Overview
experimental features#
Improved GroupSpec and ArraySpec classes#
We are developing a redesign of the GroupSpec and ArraySpec classes. These new classes can be found in the experimental.v2 and experimental.v3 modules for Zarr V2 and V3, respectively. Our
design goal for these new classes is to make the models simpler, more explicit, and more expressive.

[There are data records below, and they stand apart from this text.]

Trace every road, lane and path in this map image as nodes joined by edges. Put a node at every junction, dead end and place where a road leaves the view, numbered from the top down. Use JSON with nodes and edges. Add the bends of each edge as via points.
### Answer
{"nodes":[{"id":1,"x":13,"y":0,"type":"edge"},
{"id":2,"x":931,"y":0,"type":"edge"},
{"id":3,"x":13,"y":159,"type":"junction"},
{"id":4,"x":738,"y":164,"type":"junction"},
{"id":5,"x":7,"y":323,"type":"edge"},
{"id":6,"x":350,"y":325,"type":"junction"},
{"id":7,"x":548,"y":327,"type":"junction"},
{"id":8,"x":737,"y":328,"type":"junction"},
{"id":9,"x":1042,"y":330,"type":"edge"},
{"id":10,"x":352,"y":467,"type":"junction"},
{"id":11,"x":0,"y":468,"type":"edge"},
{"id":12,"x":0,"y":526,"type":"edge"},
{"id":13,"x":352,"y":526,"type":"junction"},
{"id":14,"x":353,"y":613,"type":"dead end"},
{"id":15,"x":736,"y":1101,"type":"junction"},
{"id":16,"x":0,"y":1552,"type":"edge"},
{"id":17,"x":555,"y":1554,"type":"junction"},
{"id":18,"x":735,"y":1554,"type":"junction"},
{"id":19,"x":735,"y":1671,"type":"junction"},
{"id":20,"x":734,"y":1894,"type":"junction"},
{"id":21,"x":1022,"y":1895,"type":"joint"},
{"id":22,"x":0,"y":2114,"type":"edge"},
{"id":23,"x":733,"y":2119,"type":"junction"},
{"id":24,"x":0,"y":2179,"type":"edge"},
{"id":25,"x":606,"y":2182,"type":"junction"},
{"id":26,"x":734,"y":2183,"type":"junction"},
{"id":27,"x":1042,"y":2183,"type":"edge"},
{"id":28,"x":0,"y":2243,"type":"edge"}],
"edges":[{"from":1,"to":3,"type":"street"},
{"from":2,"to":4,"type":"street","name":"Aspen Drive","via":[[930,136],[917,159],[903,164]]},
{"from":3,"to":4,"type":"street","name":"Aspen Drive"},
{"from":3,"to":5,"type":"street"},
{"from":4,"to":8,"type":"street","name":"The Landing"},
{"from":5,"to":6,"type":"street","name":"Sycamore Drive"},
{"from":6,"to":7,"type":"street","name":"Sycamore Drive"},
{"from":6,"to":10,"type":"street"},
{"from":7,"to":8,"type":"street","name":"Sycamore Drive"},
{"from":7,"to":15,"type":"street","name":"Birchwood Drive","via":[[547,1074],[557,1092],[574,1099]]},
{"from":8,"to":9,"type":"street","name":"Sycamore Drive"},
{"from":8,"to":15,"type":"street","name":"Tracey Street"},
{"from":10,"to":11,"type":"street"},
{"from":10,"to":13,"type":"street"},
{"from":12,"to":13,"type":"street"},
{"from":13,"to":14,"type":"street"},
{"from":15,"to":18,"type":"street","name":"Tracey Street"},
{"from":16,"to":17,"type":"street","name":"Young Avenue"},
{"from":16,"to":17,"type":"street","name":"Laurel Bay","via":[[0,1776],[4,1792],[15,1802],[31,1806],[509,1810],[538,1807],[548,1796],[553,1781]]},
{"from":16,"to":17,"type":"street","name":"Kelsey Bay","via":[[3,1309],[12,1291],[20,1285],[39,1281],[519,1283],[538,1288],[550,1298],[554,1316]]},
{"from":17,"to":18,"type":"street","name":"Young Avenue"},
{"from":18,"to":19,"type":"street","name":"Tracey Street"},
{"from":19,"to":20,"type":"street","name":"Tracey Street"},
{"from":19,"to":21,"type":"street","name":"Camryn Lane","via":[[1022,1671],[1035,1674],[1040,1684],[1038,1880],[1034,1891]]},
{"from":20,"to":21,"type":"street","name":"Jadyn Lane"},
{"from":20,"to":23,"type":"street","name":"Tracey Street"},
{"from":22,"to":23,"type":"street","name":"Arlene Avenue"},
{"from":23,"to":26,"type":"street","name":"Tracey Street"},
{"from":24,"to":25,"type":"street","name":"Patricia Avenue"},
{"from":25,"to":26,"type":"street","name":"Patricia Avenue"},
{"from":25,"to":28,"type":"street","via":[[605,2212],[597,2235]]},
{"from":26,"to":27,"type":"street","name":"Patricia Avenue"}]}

Here's how we are doing that:
Removing generic type parameters#
In pydantic_zarr, the GroupSpec and ArraySpec classes take generic type parameters. GroupSpec[A, B] models a Zarr group with attributes that must be instances of A and child nodes that must be instances of B. The generic type parameters offer concise class definitions but complicate type checking for pydantic, and they are also not strictly necessary for the GroupSpec and ArraySpec
classes to do their jobs. So in pydantic_zarr.experimental.v2 and pydantic_zarr.experimental.v3 the GroupSpec and ArraySpec classes are not generic any more. They are just regular classes.
Code like this:
from pydantic import BaseModel
from pydantic_zarr.v3 import ArraySpec
class AttrsType(BaseModel):
a: int
b: float
MyArray = ArraySpec[AttrsType]
print(MyArray)
#> <class 'pydantic_zarr.v3.ArraySpec[AttrsType]'>
becomes this:
from pydantic import BaseModel
from pydantic_zarr.experimental.v3 import ArraySpec
class AttrsType(BaseModel):
a: int
b: float
class MyArray(ArraySpec):
attributes: AttrsType
print(MyArray)
#> <class '__main__.MyArray'>
A class hierarchy for Zarr Groups#
In pydantic_zarr.v2 and pydantic_zarr.v3, the members attribute of the GroupSpec class is
annotated as a union type with two variants: Mapping and None. None occurs in this union to handle the case where we want to model a Zarr group outside the context of any hierarchy, i.e. a situation where the members attribute would be undefined.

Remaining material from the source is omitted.